— Task to carry out —
The answer must be an exact transcription of every record.

— Material provided —
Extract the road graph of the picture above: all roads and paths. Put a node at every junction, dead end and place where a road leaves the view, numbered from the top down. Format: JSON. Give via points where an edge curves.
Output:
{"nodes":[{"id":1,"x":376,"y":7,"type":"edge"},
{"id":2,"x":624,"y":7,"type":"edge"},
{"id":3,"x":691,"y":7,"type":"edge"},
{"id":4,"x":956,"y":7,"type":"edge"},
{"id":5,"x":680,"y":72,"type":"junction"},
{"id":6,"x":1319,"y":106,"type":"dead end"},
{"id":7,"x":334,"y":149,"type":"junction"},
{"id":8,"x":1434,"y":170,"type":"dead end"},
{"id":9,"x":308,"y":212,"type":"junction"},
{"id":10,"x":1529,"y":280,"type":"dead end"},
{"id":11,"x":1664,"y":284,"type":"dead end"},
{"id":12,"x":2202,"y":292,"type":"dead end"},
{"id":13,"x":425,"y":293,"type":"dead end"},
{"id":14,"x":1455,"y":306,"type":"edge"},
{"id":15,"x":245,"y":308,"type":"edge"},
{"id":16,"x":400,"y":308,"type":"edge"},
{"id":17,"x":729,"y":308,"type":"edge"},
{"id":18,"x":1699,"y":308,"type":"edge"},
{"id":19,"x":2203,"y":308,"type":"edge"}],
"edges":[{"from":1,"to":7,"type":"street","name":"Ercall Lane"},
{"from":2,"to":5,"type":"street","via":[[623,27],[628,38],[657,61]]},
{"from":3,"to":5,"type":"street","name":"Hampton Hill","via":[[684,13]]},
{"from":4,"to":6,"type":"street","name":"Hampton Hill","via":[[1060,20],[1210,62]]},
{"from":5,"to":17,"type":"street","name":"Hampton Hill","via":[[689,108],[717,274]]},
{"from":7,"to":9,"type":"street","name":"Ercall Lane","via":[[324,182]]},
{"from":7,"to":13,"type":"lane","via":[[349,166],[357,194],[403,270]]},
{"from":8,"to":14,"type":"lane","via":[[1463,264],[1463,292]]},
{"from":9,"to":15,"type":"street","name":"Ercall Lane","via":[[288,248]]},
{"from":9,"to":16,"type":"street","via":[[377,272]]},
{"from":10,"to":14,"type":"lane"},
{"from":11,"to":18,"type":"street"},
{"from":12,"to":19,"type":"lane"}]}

— Response —
Extract the road graph of the picture above: all roads and paths. Put a node at every junction, dead end and place where a road leaves the view, numbered from the top down. Format: JSON. Give via points where an edge curves.
Output:
{"nodes":[{"id":1,"x":376,"y":7,"type":"edge"},
{"id":2,"x":624,"y":7,"type":"edge"},
{"id":3,"x":691,"y":7,"type":"edge"},
{"id":4,"x":956,"y":7,"type":"edge"},
{"id":5,"x":680,"y":72,"type":"junction"},
{"id":6,"x":1319,"y":106,"type":"dead end"},
{"id":7,"x":334,"y":149,"type":"junction"},
{"id":8,"x":1434,"y":170,"type":"dead end"},
{"id":9,"x":308,"y":212,"type":"junction"},
{"id":10,"x":1529,"y":280,"type":"dead end"},
{"id":11,"x":1664,"y":284,"type":"dead end"},
{"id":12,"x":2202,"y":292,"type":"dead end"},
{"id":13,"x":425,"y":293,"type":"dead end"},
{"id":14,"x":1455,"y":306,"type":"edge"},
{"id":15,"x":245,"y":308,"type":"edge"},
{"id":16,"x":400,"y":308,"type":"edge"},
{"id":17,"x":729,"y":308,"type":"edge"},
{"id":18,"x":1699,"y":308,"type":"edge"},
{"id":19,"x":2203,"y":308,"type":"edge"}],
"edges":[{"from":1,"to":7,"type":"street","name":"Ercall Lane"},
{"from":2,"to":5,"type":"street","via":[[623,27],[628,38],[657,61]]},
{"from":3,"to":5,"type":"street","name":"Hampton Hill","via":[[684,13]]},
{"from":4,"to":6,"type":"street","name":"Hampton Hill","via":[[1060,20],[1210,62]]},
{"from":5,"to":17,"type":"street","name":"Hampton Hill","via":[[689,108],[717,274]]},
{"from":7,"to":9,"type":"street","name":"Ercall Lane","via":[[324,182]]},
{"from":7,"to":13,"type":"lane","via":[[349,166],[357,194],[403,270]]},
{"from":8,"to":14,"type":"lane","via":[[1463,264],[1463,292]]},
{"from":9,"to":15,"type":"street","name":"Ercall Lane","via":[[288,248]]},
{"from":9,"to":16,"type":"street","via":[[377,272]]},
{"from":10,"to":14,"type":"lane"},
{"from":11,"to":18,"type":"street"},
{"from":12,"to":19,"type":"lane"}]}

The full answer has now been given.